Golpe contra la criminalidad que afecta a las familias trabajadoras del Quindío
En una operación que representa un respiro para las comunidades vulnerables del Quindío, las autoridades lograron desmantelar una red criminal que durante meses había estado afectando el patrimonio de familias trabajadoras a través del hurto y adulteración de motocicletas.
La acción, desarrollada en el marco de la estrategia 'Seguridad, Dignidad y Democracia', permitió la captura de cuatro personas y evidenció cómo estas organizaciones criminales aprovechan las condiciones de vulnerabilidad social para establecer sus centros de operación en barrios populares.

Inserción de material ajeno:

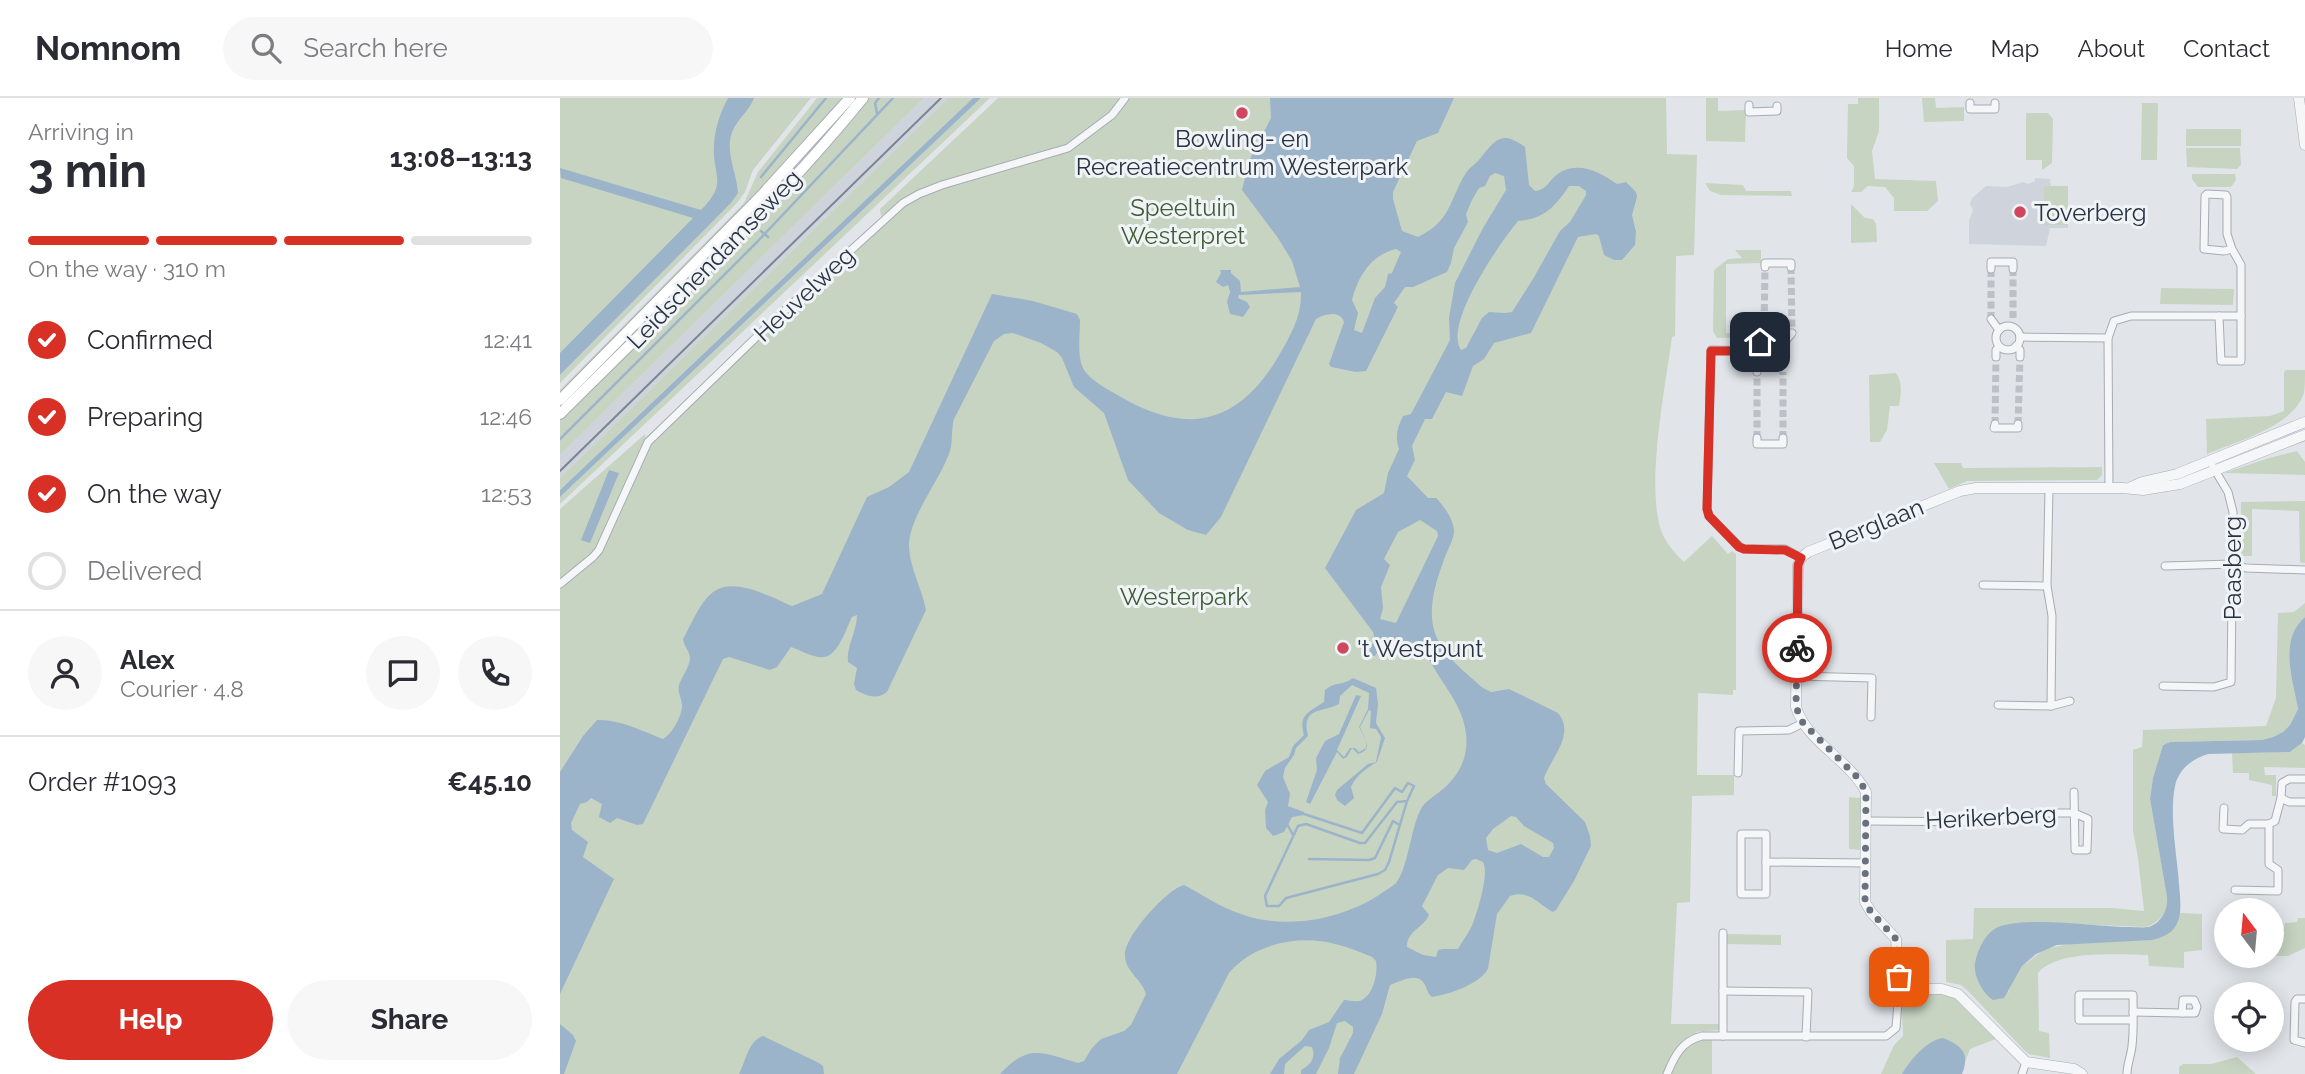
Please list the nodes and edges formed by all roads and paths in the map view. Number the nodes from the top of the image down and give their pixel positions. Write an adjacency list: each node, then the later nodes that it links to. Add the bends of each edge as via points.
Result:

Un golpe a quienes vulneran el derecho al trabajo digno
El operativo se concentró en una vivienda del barrio Bosques de La Cecilia, donde funcionaba un verdadero laboratorio para la transformación de vehículos hurtados. Allí fueron capturados Diego Alexander Aránzazu, Eduardo Bambague Mesa, Cristian Andrés Betancourt Echeverry y Edwin Alexánder Bernal Dávalos, junto con su presunto cabecilla conocido como 'Pipiciego'.
Para muchas familias del Quindío, la motocicleta no es solo un medio de transporte, sino una herramienta de trabajo fundamental. Los mototaxistas, repartidores y trabajadores informales dependen de estos vehículos para generar el sustento diario de sus hogares.
La sofisticación del delito contra las comunidades
Durante la intervención, las autoridades incautaron seis motocicletas de alto cilindraje, tres placas vehiculares, licencias falsas, dispositivos móviles y herramientas especializadas para alterar los números de identificación. El hallazgo incluye sustancias químicas para regrabación y formatos para traspasos, evidenciando una estructura criminal bien organizada.
La teniente coronel Claudia Marcela Cañas Peñas explicó que la red operaba no solo en Armenia, sino que extendía sus actividades al Valle del Cauca, utilizando viviendas en sectores vulnerables para desarrollar sus operaciones ilegales.
Justicia para las víctimas
De las motocicletas recuperadas, tres tenían reporte de hurto, incluyendo una sustraída en diciembre pasado en Tuluá. Los detenidos, con antecedentes por receptación, hurto calificado y falsedad documental, fueron imputados por estos delitos y recibieron medida de aseguramiento en centro carcelario.
Este resultado representa un paso importante en la protección del patrimonio de las familias trabajadoras y en la construcción de territorios más seguros para nuestras comunidades.
Llamado a la solidaridad comunitaria
Las autoridades hicieron un llamado a la ciudadanía para fortalecer los lazos de solidaridad y denuncia oportuna a través de la línea 123. La participación activa de las comunidades es fundamental para identificar estas redes que vulneran el tejido social.
La recomendación incluye el uso de parqueaderos seguros y evitar dejar motocicletas en espacios públicos desprotegidos, medidas que contribuyen al autocuidado colectivo.
Esta operación demuestra que cuando las instituciones trabajan de manera coordinada y con enfoque territorial, es posible proteger los derechos de las comunidades más vulnerables y construir espacios de dignidad para todos.